The median age in the city was 44.5 years. 24% of residents were under the age of 18; 7.6% were between the ages of 18 and 24; 19.1% were from 25 to 44; 24% were from 45 to 64; and 25.2% were 65 years of age or older. The gender makeup of the city was 49.5% male and 50.5% female.

===2000 census===
As of the census of 2000, there were 397 people, 160 households, and 120 families residing in the city. The population density was 794.7 PD/sqmi. There were 186 housing units at an average density of 372.3 /sqmi. The racial makeup of the city was 94.96% White, 0.25% African American, 0.76% Native American, 0.25% Asian, and 3.78% from two or more races. Hispanic or Latino of any race were 2.02% of the population.
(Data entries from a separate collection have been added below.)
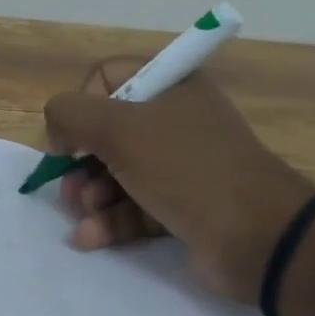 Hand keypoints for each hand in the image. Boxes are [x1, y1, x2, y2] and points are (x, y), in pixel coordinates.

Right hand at [43, 61, 314, 302]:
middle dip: (81, 161)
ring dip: (91, 194)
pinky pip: (134, 207)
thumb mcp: (120, 129)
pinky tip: (89, 238)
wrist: (257, 236)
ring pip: (117, 173)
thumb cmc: (186, 168)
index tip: (68, 140)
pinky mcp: (181, 206)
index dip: (79, 106)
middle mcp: (175, 119)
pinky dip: (110, 221)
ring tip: (85, 213)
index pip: (106, 77)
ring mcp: (180, 165)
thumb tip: (57, 130)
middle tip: (70, 187)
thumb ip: (71, 114)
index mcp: (170, 85)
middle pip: (107, 131) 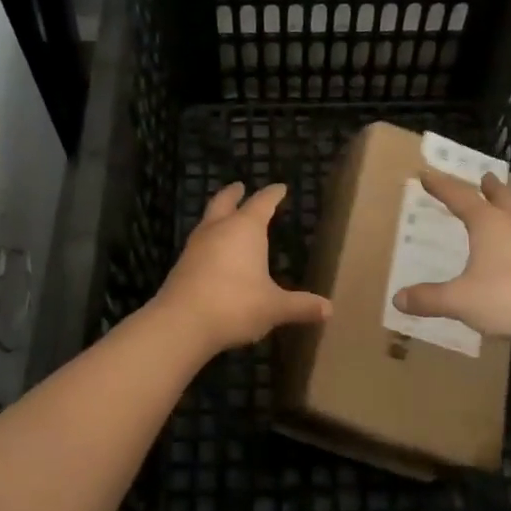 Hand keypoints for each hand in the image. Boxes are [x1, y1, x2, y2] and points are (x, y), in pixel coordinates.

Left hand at [151, 182, 330, 355]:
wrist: (181, 323)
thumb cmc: (235, 305)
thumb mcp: (274, 307)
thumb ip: (301, 306)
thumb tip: (329, 309)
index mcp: (245, 229)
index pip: (262, 202)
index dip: (272, 194)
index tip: (280, 187)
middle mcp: (219, 229)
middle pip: (225, 202)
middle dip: (234, 193)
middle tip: (240, 186)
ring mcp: (196, 245)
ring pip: (208, 220)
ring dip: (218, 214)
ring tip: (226, 217)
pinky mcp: (182, 264)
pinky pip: (199, 242)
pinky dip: (209, 238)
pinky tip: (213, 252)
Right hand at [391, 169, 510, 346]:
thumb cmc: (508, 298)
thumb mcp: (460, 300)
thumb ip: (429, 298)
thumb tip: (398, 299)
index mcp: (488, 224)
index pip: (460, 197)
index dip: (441, 186)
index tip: (426, 174)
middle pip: (502, 197)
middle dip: (490, 187)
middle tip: (485, 176)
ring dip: (506, 208)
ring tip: (499, 210)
There were 160 households, out of which 30.0% had children under the age of 18 living with them, 62.5% were married couples living together, 9.4% had a female householder with no husband present, and 24.4% were non-families. 24.4% of all households were made up of individuals, and 15.0% had someone living alone who was 65 years of age or older. The average household size was 2.48 and the average family size was 2.90.

In the city, the population was spread out, with 26.4% under the age of 18, 6.0% from 18 to 24, 21.9% from 25 to 44, 19.4% from 45 to 64, and 26.2% who were 65 years of age or older. The median age was 42 years. For every 100 females, there were 78.8 males. For every 100 females age 18 and over, there were 88.4 males.

The median income for a household in the city was $25,167, and the median income for a family was $27,708. Males had a median income of $27,917 versus $20,000 for females. The per capita income for the city was $11,398. About 13.8% of families and 16.6% of the population were below the poverty line, including 21.5% of those under age 18 and 21.6% of those age 65 or over.

==Education==
The community is served by Crest USD 479 public school district. The district high school is Crest High School.